Argentine President Alberto Fernandez, in his last general policy speech, launched a virulent attack on Wednesday once morest justice which does not have “the required independence” and, seven months before general elections, proposed as a project to the country “the utopia of equality”
“40 years ago, our utopia was democracy”, declared Mr. Fernandez at the opening of the parliamentary session, in reference to the 40 uninterrupted years of democracy (elections of October 1983) without precedent in the history of the country. “I propose to you that our utopia today is equality,” he added.
“We built democracy, we live in freedom, we achieve equality!” launched the Peronist (center-left) president nine months from the end of his mandate, which will follow the general elections in October-November.
He defended his three years of presidency in a hostile context marked by the Covid, the impact of the war in Ukraine, the Argentinian debt, once morest a background of chronic inflation (94.5% in 2022), “structural problem which dates back decades. Even if Argentina “has been one of the countries with the most growth for two years” (10.3% in 2021, 5.4% in 2022).
However, the 63-year-old president has not made any explicit allusion to a candidacy, something he has not ruled out on several occasions in recent months, when the October elections promise to be particularly uncertain, to four months of primaries both in the government camp and in the right-wing and center-right opposition.
But Mr. Fernandez has also delivered, at times under boos from the opposition, a full-scale attack on the Argentine judicial system, which he will have tried in vain to reform.
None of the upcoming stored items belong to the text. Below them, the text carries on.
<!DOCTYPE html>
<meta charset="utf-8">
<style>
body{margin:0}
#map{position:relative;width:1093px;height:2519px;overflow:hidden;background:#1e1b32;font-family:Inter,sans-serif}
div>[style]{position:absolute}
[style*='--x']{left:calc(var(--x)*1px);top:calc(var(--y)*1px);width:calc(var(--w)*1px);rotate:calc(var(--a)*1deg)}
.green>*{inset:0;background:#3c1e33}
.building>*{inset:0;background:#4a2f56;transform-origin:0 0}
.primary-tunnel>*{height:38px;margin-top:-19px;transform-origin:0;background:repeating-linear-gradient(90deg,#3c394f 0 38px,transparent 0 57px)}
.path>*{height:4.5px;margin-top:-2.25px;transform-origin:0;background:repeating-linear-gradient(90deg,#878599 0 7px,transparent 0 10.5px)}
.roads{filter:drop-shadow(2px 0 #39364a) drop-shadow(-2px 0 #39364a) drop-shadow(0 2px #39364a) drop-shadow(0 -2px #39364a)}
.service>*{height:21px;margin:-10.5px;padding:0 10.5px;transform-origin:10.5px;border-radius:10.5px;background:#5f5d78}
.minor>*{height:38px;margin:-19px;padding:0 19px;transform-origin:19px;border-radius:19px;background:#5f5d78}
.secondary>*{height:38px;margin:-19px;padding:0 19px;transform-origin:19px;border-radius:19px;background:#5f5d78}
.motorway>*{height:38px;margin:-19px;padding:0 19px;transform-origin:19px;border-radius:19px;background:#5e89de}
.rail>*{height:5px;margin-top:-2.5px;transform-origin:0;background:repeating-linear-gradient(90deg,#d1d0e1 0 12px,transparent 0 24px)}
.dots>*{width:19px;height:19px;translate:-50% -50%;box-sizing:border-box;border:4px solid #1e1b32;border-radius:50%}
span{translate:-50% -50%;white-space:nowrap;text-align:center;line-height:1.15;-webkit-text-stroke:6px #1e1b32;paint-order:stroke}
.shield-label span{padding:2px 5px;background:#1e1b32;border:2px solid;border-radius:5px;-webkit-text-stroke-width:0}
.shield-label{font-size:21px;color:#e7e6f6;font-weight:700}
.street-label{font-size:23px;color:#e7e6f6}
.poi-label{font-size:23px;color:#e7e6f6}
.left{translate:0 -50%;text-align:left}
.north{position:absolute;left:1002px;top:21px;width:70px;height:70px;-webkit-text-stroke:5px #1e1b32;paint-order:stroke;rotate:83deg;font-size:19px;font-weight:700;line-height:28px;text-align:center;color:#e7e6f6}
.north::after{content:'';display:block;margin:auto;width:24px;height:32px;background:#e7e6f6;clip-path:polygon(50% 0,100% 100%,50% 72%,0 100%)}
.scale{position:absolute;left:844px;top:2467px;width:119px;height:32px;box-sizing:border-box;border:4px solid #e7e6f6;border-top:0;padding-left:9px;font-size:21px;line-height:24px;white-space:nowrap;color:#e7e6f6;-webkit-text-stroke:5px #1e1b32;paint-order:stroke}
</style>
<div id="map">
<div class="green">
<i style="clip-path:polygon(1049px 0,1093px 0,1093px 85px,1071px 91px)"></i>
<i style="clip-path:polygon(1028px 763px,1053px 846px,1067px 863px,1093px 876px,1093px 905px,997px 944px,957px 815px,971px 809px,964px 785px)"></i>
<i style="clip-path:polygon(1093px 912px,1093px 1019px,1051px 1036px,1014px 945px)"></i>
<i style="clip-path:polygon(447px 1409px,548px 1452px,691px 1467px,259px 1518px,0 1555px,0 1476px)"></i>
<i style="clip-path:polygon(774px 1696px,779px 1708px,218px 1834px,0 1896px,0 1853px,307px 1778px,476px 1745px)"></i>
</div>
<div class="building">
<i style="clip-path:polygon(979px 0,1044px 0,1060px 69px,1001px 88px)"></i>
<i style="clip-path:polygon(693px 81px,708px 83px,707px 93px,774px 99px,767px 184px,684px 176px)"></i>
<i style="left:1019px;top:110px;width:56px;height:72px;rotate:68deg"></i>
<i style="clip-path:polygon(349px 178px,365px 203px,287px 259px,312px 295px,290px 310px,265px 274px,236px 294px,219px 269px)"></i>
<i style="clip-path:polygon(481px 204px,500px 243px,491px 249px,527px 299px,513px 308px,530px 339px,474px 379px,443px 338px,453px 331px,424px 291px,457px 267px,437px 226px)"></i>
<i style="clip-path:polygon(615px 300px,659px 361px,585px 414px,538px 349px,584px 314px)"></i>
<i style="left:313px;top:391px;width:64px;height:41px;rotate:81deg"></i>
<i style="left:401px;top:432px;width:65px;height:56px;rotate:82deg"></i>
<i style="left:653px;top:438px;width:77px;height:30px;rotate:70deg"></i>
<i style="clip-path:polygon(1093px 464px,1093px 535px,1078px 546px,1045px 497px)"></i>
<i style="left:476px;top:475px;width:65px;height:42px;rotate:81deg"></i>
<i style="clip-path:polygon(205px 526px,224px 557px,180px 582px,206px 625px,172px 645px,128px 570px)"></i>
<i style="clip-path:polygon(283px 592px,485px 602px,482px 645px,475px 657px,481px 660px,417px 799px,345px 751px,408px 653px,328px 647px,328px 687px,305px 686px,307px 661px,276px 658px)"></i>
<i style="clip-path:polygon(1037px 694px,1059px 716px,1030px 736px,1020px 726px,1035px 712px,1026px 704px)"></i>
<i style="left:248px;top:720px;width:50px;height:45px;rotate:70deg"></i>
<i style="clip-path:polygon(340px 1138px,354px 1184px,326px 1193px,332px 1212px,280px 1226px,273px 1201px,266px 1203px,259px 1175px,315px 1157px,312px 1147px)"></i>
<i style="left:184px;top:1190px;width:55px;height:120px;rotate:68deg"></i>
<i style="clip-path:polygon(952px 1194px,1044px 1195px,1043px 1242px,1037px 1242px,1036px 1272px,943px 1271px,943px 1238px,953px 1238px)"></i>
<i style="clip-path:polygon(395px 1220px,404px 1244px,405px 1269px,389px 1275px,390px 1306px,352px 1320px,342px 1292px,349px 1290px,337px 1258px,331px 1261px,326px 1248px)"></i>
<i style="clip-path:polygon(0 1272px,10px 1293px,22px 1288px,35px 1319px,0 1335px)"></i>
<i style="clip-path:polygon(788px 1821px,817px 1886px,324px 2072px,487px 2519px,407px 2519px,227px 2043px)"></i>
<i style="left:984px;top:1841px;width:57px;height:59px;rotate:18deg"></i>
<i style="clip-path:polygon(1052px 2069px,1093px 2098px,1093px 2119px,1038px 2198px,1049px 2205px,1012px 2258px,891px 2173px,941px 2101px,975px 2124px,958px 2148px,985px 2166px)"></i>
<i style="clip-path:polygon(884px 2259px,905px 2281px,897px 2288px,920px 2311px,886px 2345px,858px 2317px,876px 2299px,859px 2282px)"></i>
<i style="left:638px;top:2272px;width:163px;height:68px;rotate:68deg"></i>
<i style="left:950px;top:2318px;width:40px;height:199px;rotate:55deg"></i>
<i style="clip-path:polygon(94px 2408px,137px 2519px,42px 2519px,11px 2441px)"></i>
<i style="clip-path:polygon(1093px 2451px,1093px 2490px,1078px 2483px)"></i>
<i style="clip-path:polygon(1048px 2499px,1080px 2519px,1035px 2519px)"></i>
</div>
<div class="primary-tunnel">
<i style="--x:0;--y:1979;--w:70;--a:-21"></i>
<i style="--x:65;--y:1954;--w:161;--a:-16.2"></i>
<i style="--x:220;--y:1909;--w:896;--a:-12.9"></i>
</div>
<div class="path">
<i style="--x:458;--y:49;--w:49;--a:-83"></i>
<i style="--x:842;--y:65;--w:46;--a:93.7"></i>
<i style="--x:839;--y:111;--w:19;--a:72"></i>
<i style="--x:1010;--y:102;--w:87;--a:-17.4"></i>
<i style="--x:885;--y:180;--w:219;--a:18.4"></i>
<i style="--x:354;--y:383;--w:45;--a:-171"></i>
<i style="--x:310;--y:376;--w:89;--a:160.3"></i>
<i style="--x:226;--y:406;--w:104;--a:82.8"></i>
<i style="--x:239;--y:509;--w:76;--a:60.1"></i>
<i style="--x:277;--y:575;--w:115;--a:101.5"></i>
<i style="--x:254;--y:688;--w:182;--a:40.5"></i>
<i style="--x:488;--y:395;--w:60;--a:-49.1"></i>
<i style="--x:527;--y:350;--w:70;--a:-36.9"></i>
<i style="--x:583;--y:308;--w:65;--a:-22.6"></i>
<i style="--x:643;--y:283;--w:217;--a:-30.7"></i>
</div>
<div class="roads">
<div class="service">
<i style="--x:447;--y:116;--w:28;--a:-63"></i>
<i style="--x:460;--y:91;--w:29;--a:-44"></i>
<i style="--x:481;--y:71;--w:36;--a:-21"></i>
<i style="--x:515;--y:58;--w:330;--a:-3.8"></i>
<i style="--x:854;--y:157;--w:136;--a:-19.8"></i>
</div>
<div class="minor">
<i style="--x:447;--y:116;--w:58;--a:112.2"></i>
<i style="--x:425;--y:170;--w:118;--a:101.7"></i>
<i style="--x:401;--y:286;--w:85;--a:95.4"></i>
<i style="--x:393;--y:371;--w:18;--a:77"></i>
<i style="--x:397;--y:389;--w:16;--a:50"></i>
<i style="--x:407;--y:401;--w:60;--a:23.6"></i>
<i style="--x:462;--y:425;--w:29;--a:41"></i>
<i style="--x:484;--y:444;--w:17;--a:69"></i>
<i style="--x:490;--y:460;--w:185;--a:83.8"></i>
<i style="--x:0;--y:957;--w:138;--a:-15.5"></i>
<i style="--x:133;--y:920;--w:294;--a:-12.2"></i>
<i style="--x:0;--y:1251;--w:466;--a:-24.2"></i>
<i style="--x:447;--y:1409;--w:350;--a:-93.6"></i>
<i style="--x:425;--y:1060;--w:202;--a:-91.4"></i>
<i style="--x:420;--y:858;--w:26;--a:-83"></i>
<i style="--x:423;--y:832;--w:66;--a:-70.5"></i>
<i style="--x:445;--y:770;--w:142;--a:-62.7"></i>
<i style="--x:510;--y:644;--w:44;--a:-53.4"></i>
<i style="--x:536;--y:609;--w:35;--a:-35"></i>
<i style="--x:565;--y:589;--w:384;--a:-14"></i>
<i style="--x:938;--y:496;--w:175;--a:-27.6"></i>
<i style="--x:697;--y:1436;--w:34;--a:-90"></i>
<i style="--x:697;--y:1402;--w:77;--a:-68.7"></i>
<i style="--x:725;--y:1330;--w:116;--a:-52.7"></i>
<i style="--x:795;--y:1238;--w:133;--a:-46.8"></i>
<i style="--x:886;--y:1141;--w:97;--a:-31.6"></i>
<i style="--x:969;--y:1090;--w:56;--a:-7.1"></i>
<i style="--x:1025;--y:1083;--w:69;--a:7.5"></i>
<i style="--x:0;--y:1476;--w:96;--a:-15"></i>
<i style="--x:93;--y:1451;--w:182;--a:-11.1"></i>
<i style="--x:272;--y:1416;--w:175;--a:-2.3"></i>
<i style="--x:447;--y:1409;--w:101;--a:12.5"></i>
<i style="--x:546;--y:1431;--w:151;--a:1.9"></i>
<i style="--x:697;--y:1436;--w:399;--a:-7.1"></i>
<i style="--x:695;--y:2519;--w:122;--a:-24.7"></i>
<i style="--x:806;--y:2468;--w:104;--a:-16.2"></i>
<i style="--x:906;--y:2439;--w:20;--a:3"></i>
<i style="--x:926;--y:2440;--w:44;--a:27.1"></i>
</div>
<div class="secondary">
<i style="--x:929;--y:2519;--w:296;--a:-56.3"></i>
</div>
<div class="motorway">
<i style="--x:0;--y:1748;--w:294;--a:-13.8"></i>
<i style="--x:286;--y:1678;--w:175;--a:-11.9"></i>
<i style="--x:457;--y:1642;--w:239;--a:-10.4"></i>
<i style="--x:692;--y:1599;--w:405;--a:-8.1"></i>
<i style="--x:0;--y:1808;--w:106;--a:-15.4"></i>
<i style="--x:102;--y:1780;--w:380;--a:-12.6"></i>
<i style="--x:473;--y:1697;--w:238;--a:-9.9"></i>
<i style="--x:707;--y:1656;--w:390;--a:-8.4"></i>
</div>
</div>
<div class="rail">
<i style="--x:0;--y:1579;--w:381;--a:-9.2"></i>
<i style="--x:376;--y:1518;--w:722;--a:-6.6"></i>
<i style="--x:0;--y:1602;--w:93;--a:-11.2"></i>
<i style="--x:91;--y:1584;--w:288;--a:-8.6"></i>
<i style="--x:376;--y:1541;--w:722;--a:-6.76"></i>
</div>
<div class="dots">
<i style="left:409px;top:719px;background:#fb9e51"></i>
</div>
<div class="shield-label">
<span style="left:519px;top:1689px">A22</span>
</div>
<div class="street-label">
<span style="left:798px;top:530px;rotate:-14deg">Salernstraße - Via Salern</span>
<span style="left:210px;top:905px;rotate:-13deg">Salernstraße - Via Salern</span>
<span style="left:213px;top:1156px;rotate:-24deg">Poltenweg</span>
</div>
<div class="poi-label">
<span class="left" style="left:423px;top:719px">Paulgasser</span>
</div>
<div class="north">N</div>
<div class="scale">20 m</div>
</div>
The Chamber of Deputies, where the ruling coalition does not have a majority, has never examined the project.
“The judiciary no longer has the public’s trust, it does not function effectively and does not show the required independence vis-à-vis the de facto (economic) and political powers”, he said. he accuses.
He particularly criticized the “absurd” condemnation in December for fraud of Vice-President Cristina Kirchner, “which was aimed at her political disqualification”. And denounced a judgment of the Supreme Court on the distribution of tax revenues between Buenos Aires (managed by the right) and the provinces.
In January, Mr. Fernandez also launched a parliamentary procedure aimed at dismissing the Supreme Court for “poor exercise of its functions”, a strong symbolic step, but which has practically no chance of succeeding. Both government and opposition in Argentina regularly accuse each other of instrumentalizing or influencing justice.